> _Assignment_: Each line of the material below that holds the word "dead" needs to be copied.

> _Study material_:

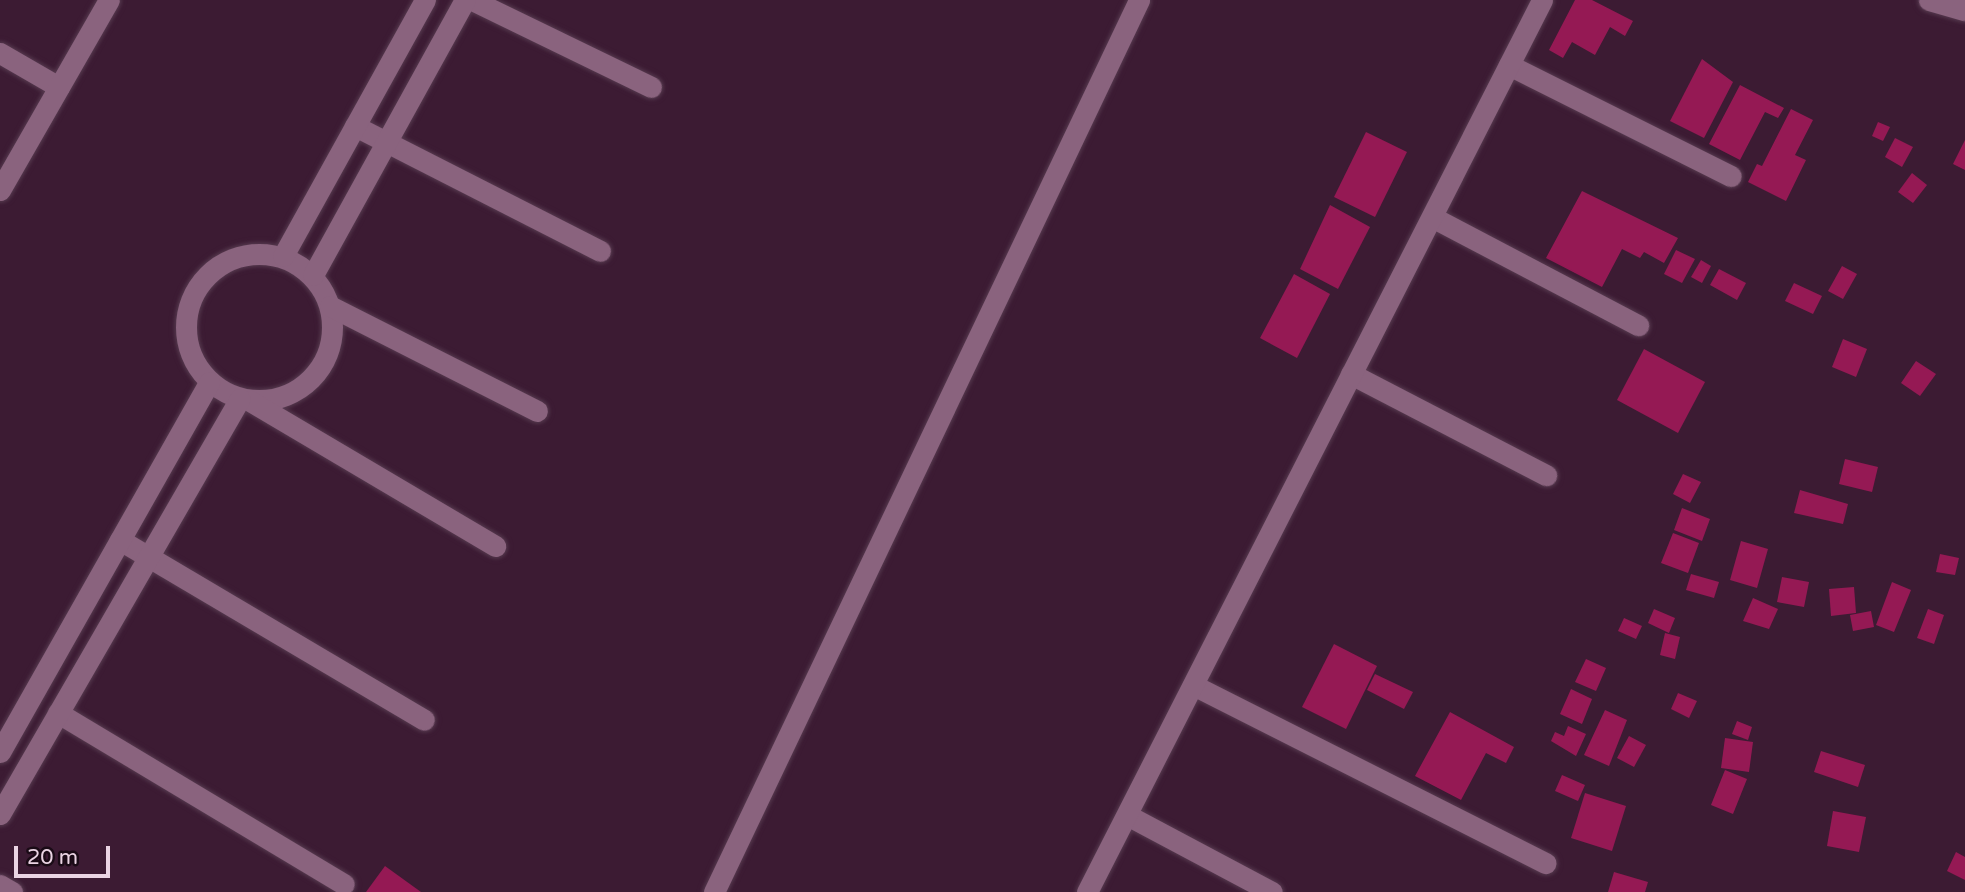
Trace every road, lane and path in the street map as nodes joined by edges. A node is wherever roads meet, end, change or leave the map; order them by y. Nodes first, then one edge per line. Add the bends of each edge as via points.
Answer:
1 (109, 0) edge
2 (425, 0) edge
3 (465, 0) edge
4 (472, 0) edge
5 (1139, 0) edge
6 (1542, 0) edge
7 (1929, 0) edge
8 (1965, 10) edge
9 (0, 52) edge
10 (1509, 65) junction
11 (651, 87) dead end
12 (59, 88) junction
13 (355, 126) junction
14 (387, 142) junction
15 (1731, 176) dead end
16 (0, 190) edge
17 (1432, 217) junction
18 (600, 251) dead end
19 (283, 256) junction
20 (313, 275) junction
21 (330, 306) junction
22 (1638, 325) dead end
23 (1351, 374) junction
24 (209, 382) junction
25 (245, 400) junction
26 (537, 411) dead end
27 (1546, 475) dead end
28 (120, 540) junction
29 (495, 546) dead end
30 (148, 557) junction
31 (1193, 685) junction
32 (58, 713) junction
33 (424, 720) dead end
34 (0, 752) edge
35 (0, 814) edge
36 (1127, 815) junction
37 (1546, 863) dead end
38 (344, 884) dead end
39 (0, 885) edge
40 (12, 892) edge
41 (714, 892) edge
42 (1087, 892) edge
43 (1272, 892) edge

1 - 12 street
2 - 13 street
3 - 14 street
4 - 11 street
5 - 41 street
6 - 10 street
7 - 8 street
9 - 12 street
10 - 15 street
10 - 17 street
12 - 16 street
13 - 14 street
13 - 19 street
14 - 18 street
14 - 20 street
17 - 22 street
17 - 23 street
19 - 20 street
19 - 24 street via 250,253 219,265 195,290 185,321 191,354
20 - 21 street
21 - 25 street via 332,343 316,375 286,396
21 - 26 street
23 - 27 street
23 - 31 street
24 - 25 street
24 - 28 street
25 - 29 street
25 - 30 street
28 - 30 street
28 - 34 street
30 - 32 street
30 - 33 street
31 - 36 street
31 - 37 street
32 - 35 street
32 - 38 street
36 - 42 street
36 - 43 street
39 - 40 street

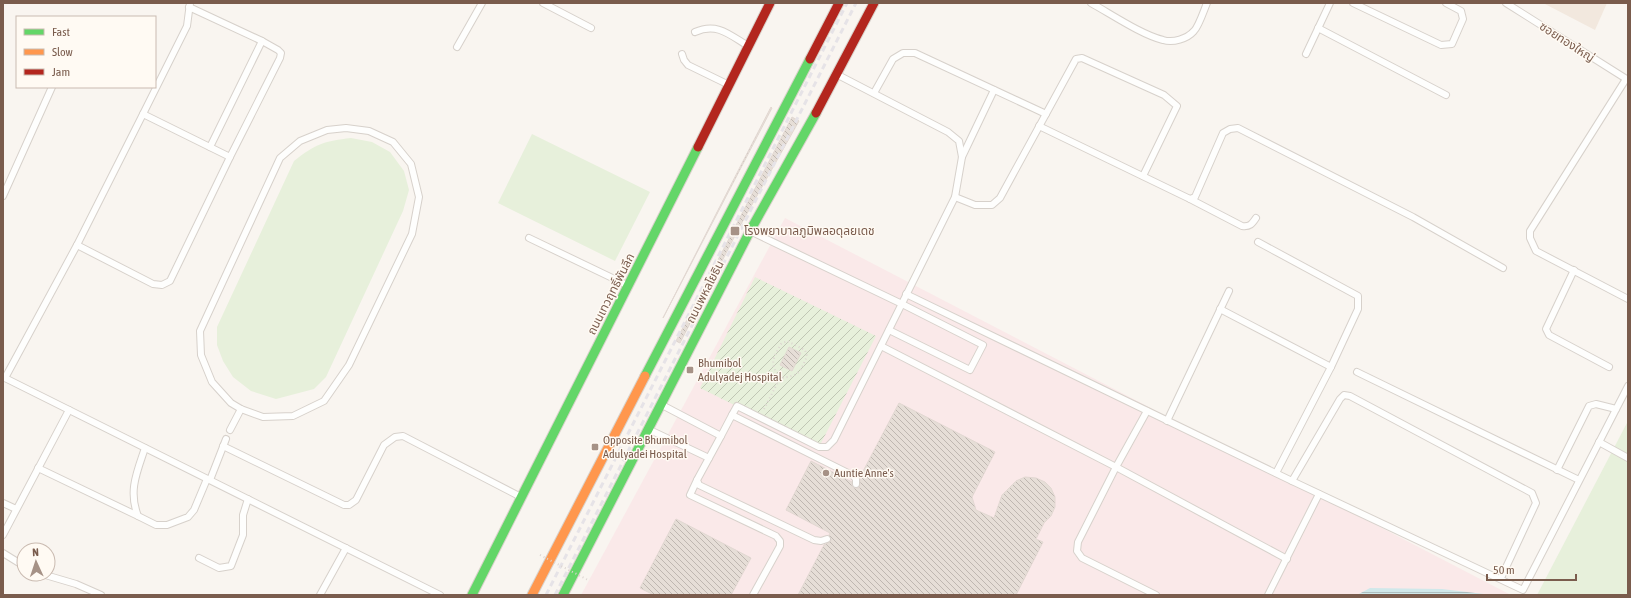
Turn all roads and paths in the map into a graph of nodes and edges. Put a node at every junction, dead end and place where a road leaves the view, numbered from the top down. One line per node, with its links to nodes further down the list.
1 (482, 3): 17 (lane)
2 (543, 3): 13 (lane)
3 (770, 3): 18 (main road, ถนนเทวฤทธิ์พันลึก)
4 (839, 3): 108 (main road, ถนนพหลโยธิน)
5 (874, 3): 21 (main road, ถนนพหลโยธิน)
6 (1091, 3): 7 (lane)
7 (1207, 3)
8 (1330, 3): 14 (lane)
9 (1353, 3): 10 (lane)
10 (1446, 3)
11 (1509, 4): 22 (lane, ซอยทองใหญ่)
12 (190, 5): 16 (lane); 24 (lane)
13 (591, 28)
14 (1318, 28): 20 (lane); 29 (lane)
15 (695, 32): 18 (lane)
16 (262, 41): 33 (lane); 35 (lane)
17 (457, 47)
18 (749, 47): 23 (main road, ถนนเทวฤทธิ์พันลึก)
19 (682, 54): 23 (lane)
20 (1306, 54)
21 (837, 74): 28 (lane); 41 (main road, ถนนพหลโยธิน)
22 (1627, 80): 46 (lane)
23 (729, 85): 47 (main road, ถนนเทวฤทธิ์พันลึก)
24 (156, 87)
25 (52, 88): 37 (lane)
26 (156, 88): 30 (lane)
27 (994, 90): 28 (lane); 31 (lane); 34 (lane)
28 (874, 93): 34 (lane)
29 (1446, 95)
30 (143, 114): 33 (lane); 44 (lane)
31 (1046, 114): 32 (lane); 36 (lane)
32 (1039, 126): 36 (lane); 38 (lane)
33 (210, 147): 35 (lane)
34 (962, 156): 38 (lane)
35 (230, 157): 44 (lane)
36 (1143, 176): 39 (lane)
37 (3, 196)
38 (955, 197): 49 (lane)
39 (1190, 199): 40 (lane); 45 (lane)
40 (1256, 218)
41 (750, 231): 51 (lane); 61 (main road, ถนนพหลโยธิน)
42 (529, 238): 47 (lane)
43 (1258, 242): 55 (lane)
44 (77, 245): 58 (lane)
45 (1503, 268)
46 (1574, 270): 50 (lane); 56 (lane)
47 (629, 286): 88 (main road, ถนนเทวฤทธิ์พันลึก)
48 (1228, 291): 52 (lane)
49 (906, 294): 51 (lane); 65 (lane)
50 (1628, 299)
51 (902, 304): 53 (lane); 53 (lane)
52 (1220, 309): 55 (lane); 68 (lane)
53 (889, 330): 54 (lane)
54 (882, 346): 67 (lane); 78 (lane)
55 (1331, 367): 81 (lane)
56 (1609, 367)
57 (1357, 372): 80 (lane)
58 (4, 378): 64 (lane)
59 (780, 378): 59 (path); 67 (path)
60 (1628, 386): 63 (lane)
61 (658, 403): 69 (main road, ถนนพหลโยธิน); 71 (lane)
62 (241, 409): 62 (lane); 70 (lane)
63 (1616, 409): 73 (lane); 80 (lane)
64 (68, 410): 75 (lane); 79 (lane)
65 (1147, 411): 68 (lane); 78 (lane)
66 (732, 415): 67 (lane); 71 (lane); 86 (lane)
67 (760, 418)
68 (1167, 421): 81 (lane)
69 (648, 429): 76 (lane); 109 (main road, ถนนพหลโยธิน)
70 (230, 430)
71 (721, 436): 76 (lane)
72 (226, 439): 74 (lane)
73 (1599, 442): 77 (lane); 84 (lane)
74 (223, 446): 82 (lane); 88 (lane)
75 (145, 448): 82 (lane); 92 (lane)
76 (708, 458): 83 (lane)
77 (1628, 458)
78 (1116, 467): 99 (lane); 111 (lane)
79 (38, 468): 91 (lane); 92 (lane)
80 (1557, 470): 84 (lane)
81 (1276, 473): 85 (lane)
82 (209, 480): 89 (lane); 92 (lane)
83 (697, 480): 94 (lane); 110 (lane)
84 (1579, 480): 102 (lane)
85 (1292, 481): 87 (lane); 102 (lane)
86 (856, 484)
87 (1319, 494): 99 (lane); 102 (lane)
88 (521, 497): 107 (main road, ถนนเทวฤทธิ์พันลึก)
89 (248, 499): 95 (lane); 98 (lane)
90 (3, 503): 91 (lane)
91 (16, 510): 93 (lane)
92 (138, 516)
93 (3, 535)
94 (827, 539)
95 (346, 548): 105 (lane); 106 (lane)
96 (3, 553): 100 (lane)
97 (540, 556): 103 (path, bridge)
98 (200, 558)
99 (1287, 559): 112 (lane)
100 (16, 561)
101 (56, 578): 104 (lane)
102 (1501, 578)
103 (588, 580)
104 (101, 595)
105 (320, 595)
106 (440, 595)
107 (472, 595)
108 (532, 595)
109 (563, 595)
110 (753, 595)
111 (1156, 595)
112 (1268, 595)

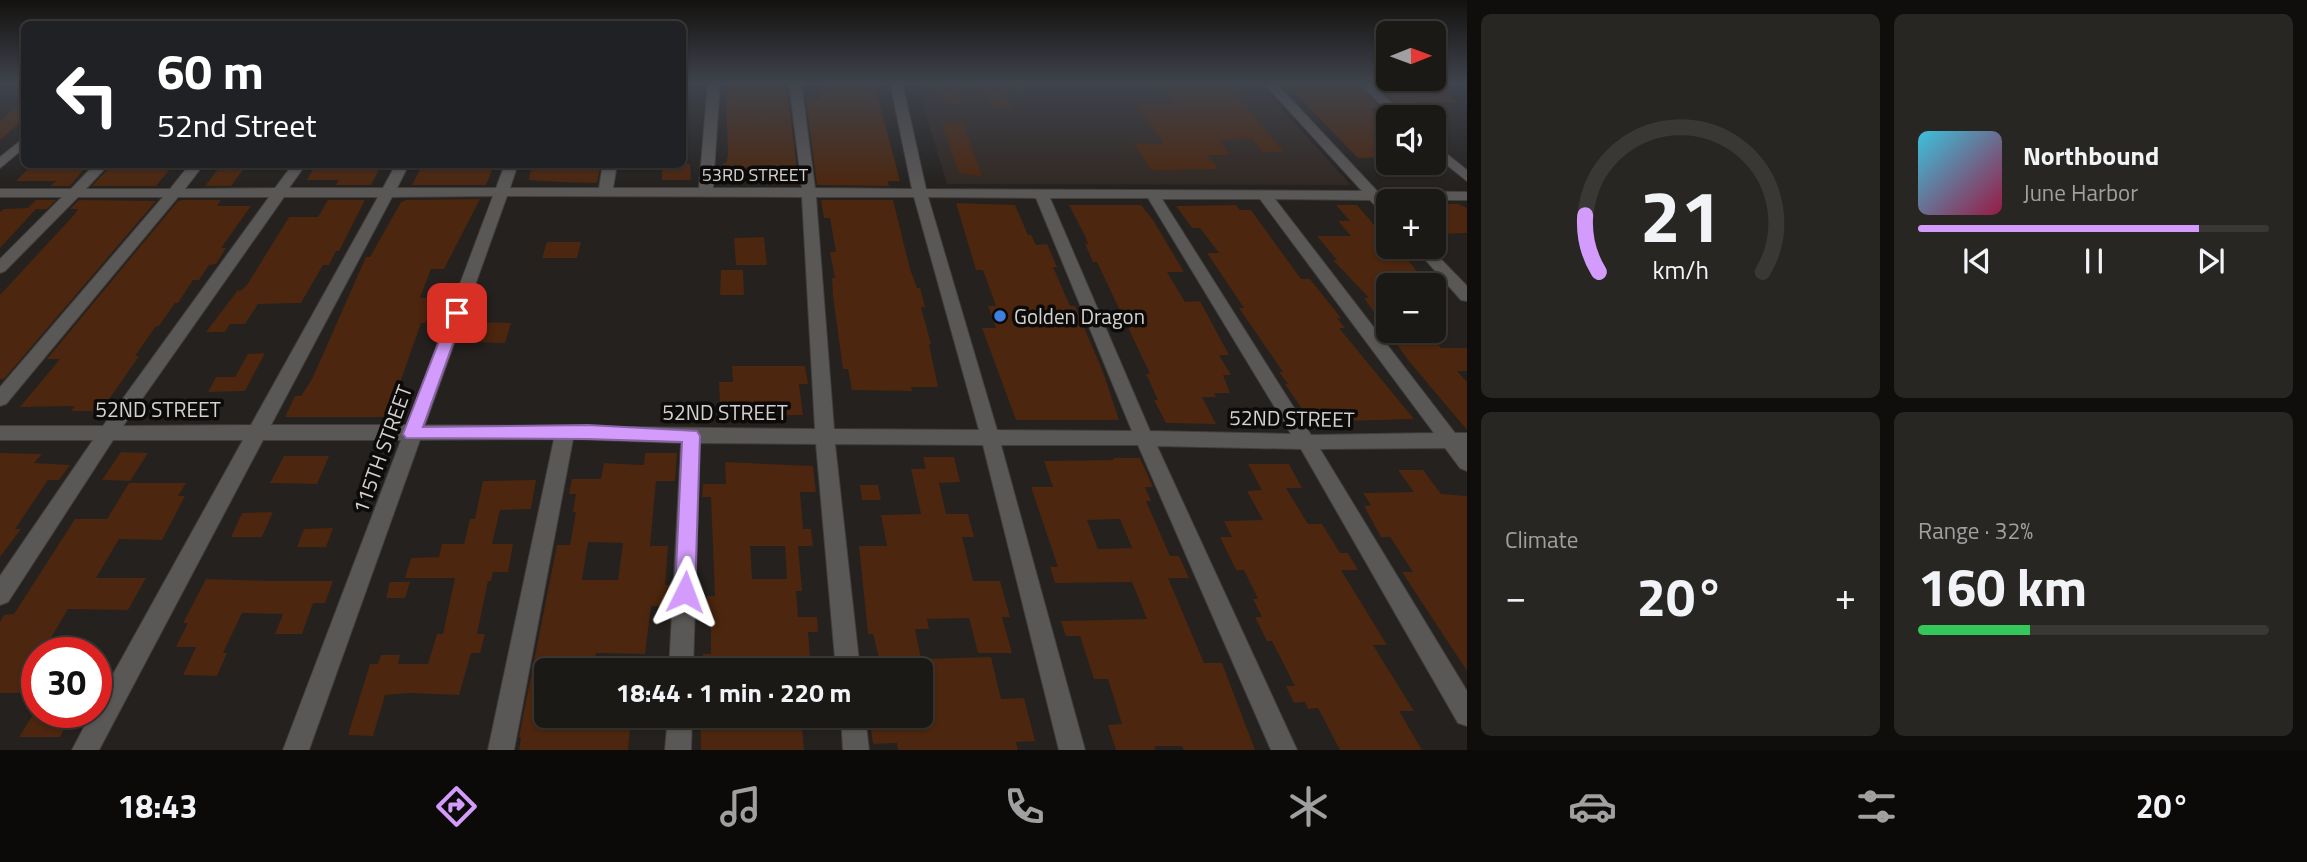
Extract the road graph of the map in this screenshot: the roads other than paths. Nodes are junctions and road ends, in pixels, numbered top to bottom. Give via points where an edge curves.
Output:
1 (711, 117) edge
2 (799, 117) edge
3 (903, 117) edge
4 (1301, 117) edge
5 (21, 145) edge
6 (1446, 158) edge
7 (0, 164) edge
8 (99, 168) edge
9 (195, 168) edge
10 (297, 168) edge
11 (400, 168) edge
12 (511, 168) edge
13 (609, 168) edge
14 (1467, 177) edge
15 (280, 192) junction
16 (388, 192) junction
17 (706, 192) junction
18 (0, 193) edge
19 (75, 193) junction
20 (175, 193) junction
21 (502, 193) junction
22 (809, 193) junction
23 (604, 194) junction
24 (920, 195) junction
25 (1042, 195) junction
26 (1153, 196) junction
27 (1265, 196) junction
28 (1374, 196) junction
29 (1467, 196) edge
30 (1432, 259) edge
31 (0, 268) edge
32 (1467, 296) edge
33 (0, 399) edge
34 (109, 431) junction
35 (259, 431) junction
36 (0, 433) edge
37 (565, 433) junction
38 (412, 434) junction
39 (691, 436) junction
40 (825, 436) junction
41 (990, 437) junction
42 (1144, 438) junction
43 (1458, 440) edge
44 (1306, 442) junction
45 (1467, 463) edge
46 (0, 595) edge
47 (682, 658) edge
48 (847, 658) edge
49 (1467, 714) edge
50 (679, 728) edge
51 (854, 728) edge
52 (85, 750) edge
53 (296, 750) edge
54 (501, 750) edge
55 (678, 750) edge
56 (856, 750) edge
57 (1072, 750) edge
58 (1284, 750) edge

1 - 17 street
2 - 22 street
3 - 24 street
4 - 28 street
5 - 7 street
6 - 14 street
8 - 19 street
9 - 20 street
10 - 15 street
11 - 16 street
12 - 21 street, 115TH STREET
13 - 23 street
15 - 16 street, 53RD STREET
15 - 20 street, 53RD STREET
15 - 34 street
16 - 21 street, 53RD STREET
16 - 35 street
17 - 22 street, 53RD STREET
17 - 23 street, 53RD STREET
18 - 19 street, 53RD STREET
19 - 20 street, 53RD STREET
19 - 31 street
20 - 33 street
21 - 23 street, 53RD STREET
21 - 38 street, 115TH STREET
22 - 24 street, 53RD STREET
22 - 40 street
24 - 25 street, 53RD STREET
24 - 41 street
25 - 26 street, 53RD STREET
25 - 42 street
26 - 27 street, 53RD STREET
26 - 44 street
27 - 28 street, 53RD STREET
27 - 43 street
28 - 29 street, 53RD STREET
30 - 32 street
34 - 35 street, 52ND STREET
34 - 36 street, 52ND STREET
34 - 46 street
35 - 38 street, 52ND STREET
35 - 52 street
37 - 38 street, 52ND STREET
37 - 39 street, 52ND STREET
37 - 54 street
38 - 53 street, 115TH STREET
39 - 40 street, 52ND STREET
39 - 47 street
40 - 41 street, 52ND STREET
40 - 48 street
41 - 42 street, 52ND STREET
41 - 57 street
42 - 44 street, 52ND STREET
42 - 58 street
43 - 44 street, 52ND STREET
43 - 45 street
44 - 49 street
50 - 55 street
51 - 56 street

> _The completed task_:
11 (651, 87) dead end
15 (1731, 176) dead end
18 (600, 251) dead end
22 (1638, 325) dead end
26 (537, 411) dead end
27 (1546, 475) dead end
29 (495, 546) dead end
33 (424, 720) dead end
37 (1546, 863) dead end
38 (344, 884) dead end
Turn all roads and paths in the map into a graph of nodes and edges. Put a node at every junction, dead end and place where a road leaves the view, numbered from the top down. One line per node, with its links to nodes further down the list.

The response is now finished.